Here's a thing about language in general: When there is a case statement like this one, it is almost never based on a hard and fast rule. It's not like "If an animal is 5'1" tall then it's an A, if it's less than 5' then it's a B", because usually a) it doesn't matter and b) nobody is actually going to check your math. The general rule of thumb should be: When you think of the case in question, do you associate that image with A or with B? For example, if I think "dog", I usually think of a small animal. When I think of "bear", I usually think of a big animal. Therefore, for dog I would use 匹 and for bear I would use 頭, even when talking about a small bear or a large dog. Babies of large animals are, of course, a special case.

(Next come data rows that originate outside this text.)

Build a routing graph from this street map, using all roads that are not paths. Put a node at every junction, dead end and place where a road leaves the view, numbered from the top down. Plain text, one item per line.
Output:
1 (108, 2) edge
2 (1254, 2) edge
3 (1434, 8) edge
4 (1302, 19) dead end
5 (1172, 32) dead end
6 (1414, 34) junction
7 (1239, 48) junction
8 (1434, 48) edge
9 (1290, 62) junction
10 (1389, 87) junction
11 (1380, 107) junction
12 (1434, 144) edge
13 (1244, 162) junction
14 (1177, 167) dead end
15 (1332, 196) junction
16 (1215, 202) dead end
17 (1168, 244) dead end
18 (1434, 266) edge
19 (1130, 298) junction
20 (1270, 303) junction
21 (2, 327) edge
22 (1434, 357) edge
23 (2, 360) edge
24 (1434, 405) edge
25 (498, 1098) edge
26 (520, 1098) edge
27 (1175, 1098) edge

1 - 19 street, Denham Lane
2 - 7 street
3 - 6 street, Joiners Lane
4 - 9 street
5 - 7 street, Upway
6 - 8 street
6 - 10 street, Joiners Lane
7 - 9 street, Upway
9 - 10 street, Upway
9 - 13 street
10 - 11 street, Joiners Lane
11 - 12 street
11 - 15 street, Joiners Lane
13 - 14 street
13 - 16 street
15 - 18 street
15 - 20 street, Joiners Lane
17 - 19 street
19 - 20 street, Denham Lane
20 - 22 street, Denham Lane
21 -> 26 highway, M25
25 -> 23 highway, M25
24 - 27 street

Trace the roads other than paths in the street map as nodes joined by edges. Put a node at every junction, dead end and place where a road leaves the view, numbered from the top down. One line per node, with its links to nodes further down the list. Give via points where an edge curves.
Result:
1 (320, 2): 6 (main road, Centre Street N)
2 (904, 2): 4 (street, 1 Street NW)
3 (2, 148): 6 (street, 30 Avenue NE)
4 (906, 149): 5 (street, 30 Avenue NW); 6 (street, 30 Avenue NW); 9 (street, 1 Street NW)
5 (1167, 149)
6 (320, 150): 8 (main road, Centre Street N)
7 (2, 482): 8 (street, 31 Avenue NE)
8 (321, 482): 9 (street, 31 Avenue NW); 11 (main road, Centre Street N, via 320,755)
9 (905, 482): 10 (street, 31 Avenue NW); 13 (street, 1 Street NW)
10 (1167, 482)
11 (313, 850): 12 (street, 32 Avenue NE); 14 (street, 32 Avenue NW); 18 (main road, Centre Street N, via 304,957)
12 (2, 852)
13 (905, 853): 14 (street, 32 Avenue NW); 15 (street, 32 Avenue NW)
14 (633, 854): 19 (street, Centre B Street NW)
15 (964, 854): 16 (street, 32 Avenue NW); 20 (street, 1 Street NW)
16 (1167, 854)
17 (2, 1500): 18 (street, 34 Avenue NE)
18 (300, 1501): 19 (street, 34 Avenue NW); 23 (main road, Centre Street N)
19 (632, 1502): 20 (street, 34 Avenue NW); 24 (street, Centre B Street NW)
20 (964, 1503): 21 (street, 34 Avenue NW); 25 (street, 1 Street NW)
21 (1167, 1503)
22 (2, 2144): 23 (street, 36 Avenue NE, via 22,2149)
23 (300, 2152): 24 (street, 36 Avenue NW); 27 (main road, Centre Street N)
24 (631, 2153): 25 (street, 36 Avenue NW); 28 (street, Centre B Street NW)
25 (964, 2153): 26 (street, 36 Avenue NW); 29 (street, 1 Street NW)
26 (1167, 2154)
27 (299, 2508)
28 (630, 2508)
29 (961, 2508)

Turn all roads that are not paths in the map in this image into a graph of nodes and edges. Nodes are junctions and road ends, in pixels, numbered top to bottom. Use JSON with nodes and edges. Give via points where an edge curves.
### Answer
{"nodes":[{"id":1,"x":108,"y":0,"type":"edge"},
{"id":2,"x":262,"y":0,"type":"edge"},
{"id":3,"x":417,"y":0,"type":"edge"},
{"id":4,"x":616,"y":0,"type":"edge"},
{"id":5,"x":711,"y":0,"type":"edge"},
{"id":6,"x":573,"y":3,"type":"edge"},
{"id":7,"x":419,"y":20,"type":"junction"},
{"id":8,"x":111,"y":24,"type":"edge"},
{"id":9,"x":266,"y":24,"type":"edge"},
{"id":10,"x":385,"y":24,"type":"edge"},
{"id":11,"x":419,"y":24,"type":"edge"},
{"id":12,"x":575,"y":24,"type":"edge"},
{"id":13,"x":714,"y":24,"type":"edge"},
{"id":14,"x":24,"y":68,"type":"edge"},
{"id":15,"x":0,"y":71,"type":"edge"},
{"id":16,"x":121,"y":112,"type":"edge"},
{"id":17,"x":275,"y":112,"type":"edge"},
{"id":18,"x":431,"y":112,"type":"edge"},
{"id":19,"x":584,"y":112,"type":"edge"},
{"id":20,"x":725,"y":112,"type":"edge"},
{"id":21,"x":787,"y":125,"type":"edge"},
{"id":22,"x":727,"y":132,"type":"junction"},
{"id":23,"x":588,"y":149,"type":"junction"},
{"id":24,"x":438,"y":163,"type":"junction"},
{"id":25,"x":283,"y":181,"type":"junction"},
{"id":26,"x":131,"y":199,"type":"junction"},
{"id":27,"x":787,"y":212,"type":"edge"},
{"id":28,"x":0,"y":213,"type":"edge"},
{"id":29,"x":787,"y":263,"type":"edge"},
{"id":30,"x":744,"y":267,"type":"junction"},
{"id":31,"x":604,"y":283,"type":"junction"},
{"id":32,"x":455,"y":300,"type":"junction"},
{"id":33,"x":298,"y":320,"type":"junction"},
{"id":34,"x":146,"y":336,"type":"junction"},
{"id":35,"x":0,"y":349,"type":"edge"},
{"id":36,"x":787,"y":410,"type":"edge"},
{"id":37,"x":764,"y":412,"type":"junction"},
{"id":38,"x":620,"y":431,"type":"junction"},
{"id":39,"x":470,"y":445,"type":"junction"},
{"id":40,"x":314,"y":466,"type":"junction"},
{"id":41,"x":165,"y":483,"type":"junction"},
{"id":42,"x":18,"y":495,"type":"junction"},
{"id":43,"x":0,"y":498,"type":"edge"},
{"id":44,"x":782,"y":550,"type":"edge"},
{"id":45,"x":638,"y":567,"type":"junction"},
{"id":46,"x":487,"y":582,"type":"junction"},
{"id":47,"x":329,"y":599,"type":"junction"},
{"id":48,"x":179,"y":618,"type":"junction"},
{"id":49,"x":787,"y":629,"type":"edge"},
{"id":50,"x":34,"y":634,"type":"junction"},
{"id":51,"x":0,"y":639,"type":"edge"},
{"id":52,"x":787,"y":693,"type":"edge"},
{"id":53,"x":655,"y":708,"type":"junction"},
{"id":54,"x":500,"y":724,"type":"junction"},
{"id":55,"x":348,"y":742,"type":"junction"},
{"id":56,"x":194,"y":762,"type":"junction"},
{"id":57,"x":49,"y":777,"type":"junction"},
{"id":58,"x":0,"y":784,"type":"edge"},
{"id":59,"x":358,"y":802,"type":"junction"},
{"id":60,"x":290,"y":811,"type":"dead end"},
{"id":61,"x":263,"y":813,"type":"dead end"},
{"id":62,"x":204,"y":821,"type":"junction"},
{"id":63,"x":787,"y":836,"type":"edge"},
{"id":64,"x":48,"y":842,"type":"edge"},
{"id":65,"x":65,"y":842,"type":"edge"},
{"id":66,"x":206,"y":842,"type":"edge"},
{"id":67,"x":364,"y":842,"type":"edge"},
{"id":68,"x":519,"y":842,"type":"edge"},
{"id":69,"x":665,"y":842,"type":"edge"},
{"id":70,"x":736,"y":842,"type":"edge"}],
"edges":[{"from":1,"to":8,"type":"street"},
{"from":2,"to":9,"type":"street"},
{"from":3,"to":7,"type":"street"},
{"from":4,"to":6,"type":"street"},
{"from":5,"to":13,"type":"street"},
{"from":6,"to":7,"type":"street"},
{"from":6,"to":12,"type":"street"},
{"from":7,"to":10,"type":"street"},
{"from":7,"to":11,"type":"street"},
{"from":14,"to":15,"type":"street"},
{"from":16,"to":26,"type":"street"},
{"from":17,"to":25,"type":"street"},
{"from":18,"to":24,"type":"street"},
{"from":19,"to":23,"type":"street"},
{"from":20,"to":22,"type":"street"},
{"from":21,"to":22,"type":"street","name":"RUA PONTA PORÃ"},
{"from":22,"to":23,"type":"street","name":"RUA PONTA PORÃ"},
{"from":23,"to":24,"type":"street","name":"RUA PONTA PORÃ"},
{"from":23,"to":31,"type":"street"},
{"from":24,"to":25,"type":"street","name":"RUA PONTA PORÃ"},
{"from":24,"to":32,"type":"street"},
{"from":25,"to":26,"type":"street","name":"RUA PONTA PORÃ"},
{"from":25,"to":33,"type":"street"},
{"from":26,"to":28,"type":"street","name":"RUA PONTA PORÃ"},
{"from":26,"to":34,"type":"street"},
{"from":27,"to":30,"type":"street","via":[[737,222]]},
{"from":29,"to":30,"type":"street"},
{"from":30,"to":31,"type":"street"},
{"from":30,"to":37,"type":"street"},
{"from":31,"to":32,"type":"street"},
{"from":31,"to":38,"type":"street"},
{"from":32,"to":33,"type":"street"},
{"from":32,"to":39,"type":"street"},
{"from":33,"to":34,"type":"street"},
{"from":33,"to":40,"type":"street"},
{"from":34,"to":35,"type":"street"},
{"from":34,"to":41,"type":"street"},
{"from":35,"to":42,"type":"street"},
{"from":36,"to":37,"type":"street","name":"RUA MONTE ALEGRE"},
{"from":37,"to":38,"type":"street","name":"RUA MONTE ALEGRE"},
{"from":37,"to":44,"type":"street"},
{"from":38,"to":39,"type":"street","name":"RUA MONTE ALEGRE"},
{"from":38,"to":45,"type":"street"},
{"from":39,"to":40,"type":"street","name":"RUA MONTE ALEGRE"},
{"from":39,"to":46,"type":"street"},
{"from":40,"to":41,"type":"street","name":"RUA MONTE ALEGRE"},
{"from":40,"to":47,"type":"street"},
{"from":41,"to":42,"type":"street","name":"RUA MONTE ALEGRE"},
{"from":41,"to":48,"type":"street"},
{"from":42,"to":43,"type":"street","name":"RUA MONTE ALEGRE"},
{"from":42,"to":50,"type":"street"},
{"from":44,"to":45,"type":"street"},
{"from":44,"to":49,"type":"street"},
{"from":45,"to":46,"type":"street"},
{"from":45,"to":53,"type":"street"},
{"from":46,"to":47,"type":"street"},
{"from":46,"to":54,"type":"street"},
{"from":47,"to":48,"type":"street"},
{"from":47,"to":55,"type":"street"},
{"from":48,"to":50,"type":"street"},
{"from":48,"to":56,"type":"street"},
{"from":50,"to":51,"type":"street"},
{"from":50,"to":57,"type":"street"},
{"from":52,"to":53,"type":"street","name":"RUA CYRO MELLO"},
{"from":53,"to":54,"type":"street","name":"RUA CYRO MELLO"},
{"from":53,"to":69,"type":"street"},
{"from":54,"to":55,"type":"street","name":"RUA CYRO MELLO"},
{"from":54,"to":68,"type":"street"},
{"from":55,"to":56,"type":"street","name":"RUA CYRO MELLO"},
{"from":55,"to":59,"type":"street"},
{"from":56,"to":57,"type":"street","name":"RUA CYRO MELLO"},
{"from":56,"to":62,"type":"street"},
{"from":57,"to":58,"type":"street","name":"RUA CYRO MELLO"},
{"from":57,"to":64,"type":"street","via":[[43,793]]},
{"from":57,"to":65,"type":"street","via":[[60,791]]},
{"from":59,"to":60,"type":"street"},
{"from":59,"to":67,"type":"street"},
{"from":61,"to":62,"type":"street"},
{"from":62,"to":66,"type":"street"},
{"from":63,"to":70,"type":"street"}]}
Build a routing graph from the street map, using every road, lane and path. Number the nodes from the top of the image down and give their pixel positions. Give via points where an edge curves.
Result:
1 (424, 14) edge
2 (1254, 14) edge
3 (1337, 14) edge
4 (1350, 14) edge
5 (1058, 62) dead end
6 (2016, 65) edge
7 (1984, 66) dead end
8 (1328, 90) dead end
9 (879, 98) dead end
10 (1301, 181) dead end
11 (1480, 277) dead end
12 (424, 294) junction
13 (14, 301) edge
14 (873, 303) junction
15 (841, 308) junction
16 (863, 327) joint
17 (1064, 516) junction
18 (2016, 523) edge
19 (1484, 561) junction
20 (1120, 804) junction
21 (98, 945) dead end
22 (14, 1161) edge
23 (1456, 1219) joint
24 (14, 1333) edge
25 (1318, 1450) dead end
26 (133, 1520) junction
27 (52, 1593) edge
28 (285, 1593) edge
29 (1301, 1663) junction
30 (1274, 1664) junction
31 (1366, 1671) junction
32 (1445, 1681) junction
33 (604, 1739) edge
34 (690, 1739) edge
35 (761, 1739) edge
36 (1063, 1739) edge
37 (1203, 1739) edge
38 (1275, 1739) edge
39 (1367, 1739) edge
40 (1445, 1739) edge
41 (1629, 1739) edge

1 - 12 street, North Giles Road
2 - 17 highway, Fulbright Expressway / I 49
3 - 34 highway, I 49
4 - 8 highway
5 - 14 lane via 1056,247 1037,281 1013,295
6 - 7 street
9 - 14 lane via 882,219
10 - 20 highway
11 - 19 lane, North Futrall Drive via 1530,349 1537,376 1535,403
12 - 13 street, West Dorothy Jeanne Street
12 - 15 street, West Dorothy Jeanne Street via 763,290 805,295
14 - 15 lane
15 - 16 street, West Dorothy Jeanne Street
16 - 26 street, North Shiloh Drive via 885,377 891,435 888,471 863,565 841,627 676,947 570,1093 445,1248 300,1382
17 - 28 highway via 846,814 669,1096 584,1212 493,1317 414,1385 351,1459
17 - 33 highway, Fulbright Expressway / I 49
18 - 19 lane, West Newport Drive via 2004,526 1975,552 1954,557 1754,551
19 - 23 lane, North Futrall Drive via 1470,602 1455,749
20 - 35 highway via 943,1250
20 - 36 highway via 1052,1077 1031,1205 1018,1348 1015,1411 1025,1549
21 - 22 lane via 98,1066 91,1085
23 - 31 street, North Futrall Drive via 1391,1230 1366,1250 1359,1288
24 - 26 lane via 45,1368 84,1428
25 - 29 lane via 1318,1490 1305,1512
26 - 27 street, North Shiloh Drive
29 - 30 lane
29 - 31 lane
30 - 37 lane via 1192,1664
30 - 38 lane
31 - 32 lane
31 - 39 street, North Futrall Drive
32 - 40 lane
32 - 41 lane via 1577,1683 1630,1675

  • I'm not asking a specific rule, I'm sure there's no such thing. We're talking about a language that classifies "rabbits" into the same category as "birds". Hence, the "roughly speaking" part. Specific math, no. Rough math, yes, not as in "is 5'1"" (whatever that means), but as in, for example, larger than an average grown adult, or maybe "around*/*smaller*/*larger 5'1"". Apr 10, 2019 at 15:55
  • "Association" only works to a point, because more people are aware of animals they don't see in their homeland on a daily basis, the harder it is to determine what is "usual" because nothing could be both unfamiliar and "usual". Like for example, how would you "usually" think of kangaroos? I'd argue they're "usually" big, but as I said, from what I've Googled, some "kangaroos" could be "usually" small. I've read somewhere that service dogs may go with 頭 instead, so the "usual" rule may not be that convincing. Apr 10, 2019 at 16:00
  • Therefore, I think it's a combination of both: actual size (big, small, whatever) and conventional use (or "usual association" use if you will). However, I'd like to know if there's a way to go beyond "usual", because like I said, there are tons of things that can't be "usual". And even among things that can be called "usual", there are smaller "usualnesses", as in the cases of baby animals, for example. That's why I'm asking this question. Apr 10, 2019 at 16:03
  • Also, you may think of it as "usual", but to make anything "usual" to yourself you'd need quite some extensive understanding of the animal in question. For example, when you first look at a binturong, something you've never seen before, would you bother to research to know what their "usual" size (adult, infantile or otherwise) is, or would you just use the size of the binturong you're looking at? Apr 10, 2019 at 16:11
  • @Vun-HughVaw Personal anecdote: When I began learning Japanese (I'm not a native Japanese speaker), when we learned counters in class, 匹 was among the first ones we learned; 頭 was not. Therefore, when in doubt, I would think that the default should be 匹.
    – Ertai87
    Apr 10, 2019 at 18:05

You must log in to answer this question.

Not the answer you're looking for? Browse other questions tagged .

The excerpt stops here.